Source records
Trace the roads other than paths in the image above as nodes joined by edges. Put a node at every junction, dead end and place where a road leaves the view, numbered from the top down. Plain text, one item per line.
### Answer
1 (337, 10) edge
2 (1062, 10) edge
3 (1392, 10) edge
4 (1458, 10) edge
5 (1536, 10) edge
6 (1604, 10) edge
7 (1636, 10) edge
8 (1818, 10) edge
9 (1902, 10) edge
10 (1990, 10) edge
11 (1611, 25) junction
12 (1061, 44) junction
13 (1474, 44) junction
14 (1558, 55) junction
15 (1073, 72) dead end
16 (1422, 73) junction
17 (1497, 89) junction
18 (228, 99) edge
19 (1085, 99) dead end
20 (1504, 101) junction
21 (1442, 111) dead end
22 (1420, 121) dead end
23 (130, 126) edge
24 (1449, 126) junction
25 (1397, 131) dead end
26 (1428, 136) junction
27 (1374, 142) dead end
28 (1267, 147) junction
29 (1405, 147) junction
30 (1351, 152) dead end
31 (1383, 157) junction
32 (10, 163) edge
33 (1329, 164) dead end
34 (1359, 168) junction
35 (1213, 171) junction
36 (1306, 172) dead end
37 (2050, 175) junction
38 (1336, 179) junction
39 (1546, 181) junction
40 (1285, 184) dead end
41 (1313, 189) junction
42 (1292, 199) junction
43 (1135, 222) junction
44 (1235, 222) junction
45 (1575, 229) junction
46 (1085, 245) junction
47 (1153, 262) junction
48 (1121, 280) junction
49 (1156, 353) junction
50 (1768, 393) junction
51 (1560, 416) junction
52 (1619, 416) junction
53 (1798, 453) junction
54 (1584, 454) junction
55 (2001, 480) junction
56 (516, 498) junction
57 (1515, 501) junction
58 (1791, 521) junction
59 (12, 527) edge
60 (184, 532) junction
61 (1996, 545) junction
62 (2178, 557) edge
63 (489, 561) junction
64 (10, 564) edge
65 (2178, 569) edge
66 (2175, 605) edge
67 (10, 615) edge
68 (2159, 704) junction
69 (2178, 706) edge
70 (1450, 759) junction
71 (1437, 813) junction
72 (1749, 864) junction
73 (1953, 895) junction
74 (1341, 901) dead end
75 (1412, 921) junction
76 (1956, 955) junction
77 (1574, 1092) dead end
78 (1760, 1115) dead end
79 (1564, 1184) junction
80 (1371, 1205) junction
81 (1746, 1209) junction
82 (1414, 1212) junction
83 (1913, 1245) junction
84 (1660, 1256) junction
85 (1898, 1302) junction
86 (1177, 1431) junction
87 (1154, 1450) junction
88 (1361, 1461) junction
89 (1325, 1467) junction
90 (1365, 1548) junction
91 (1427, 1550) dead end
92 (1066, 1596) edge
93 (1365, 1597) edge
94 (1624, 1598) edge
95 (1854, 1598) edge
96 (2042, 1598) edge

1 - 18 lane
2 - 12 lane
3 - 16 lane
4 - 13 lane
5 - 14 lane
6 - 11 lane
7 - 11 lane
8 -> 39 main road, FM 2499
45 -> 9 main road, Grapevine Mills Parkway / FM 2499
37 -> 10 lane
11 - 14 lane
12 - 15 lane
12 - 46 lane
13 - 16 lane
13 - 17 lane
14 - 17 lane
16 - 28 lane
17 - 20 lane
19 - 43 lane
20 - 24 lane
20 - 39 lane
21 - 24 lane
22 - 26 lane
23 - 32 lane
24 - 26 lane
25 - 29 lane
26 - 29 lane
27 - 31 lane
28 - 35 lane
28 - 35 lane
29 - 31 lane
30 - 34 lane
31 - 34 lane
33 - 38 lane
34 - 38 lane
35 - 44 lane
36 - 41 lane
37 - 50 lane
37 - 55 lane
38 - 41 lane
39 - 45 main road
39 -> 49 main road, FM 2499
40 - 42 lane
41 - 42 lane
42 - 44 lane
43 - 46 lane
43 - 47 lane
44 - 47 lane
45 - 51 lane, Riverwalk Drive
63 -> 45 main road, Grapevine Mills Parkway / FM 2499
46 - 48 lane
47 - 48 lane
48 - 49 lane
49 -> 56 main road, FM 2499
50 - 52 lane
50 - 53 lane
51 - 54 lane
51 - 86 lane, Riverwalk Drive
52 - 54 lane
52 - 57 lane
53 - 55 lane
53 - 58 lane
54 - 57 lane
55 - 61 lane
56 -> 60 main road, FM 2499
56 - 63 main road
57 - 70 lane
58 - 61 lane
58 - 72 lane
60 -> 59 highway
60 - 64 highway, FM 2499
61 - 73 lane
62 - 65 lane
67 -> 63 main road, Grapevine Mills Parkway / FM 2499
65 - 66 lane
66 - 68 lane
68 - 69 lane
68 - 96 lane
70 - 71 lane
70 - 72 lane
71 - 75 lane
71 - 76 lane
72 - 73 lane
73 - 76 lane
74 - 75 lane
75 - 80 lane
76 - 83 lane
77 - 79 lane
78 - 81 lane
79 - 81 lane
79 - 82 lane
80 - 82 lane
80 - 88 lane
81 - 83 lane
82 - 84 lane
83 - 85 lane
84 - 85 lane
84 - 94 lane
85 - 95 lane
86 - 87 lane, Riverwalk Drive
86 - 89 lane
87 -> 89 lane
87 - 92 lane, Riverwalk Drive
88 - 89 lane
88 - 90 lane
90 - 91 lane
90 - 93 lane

The task
The answer must be a single number: how many lines of the records contain the string "Mills".

Reply to the task
3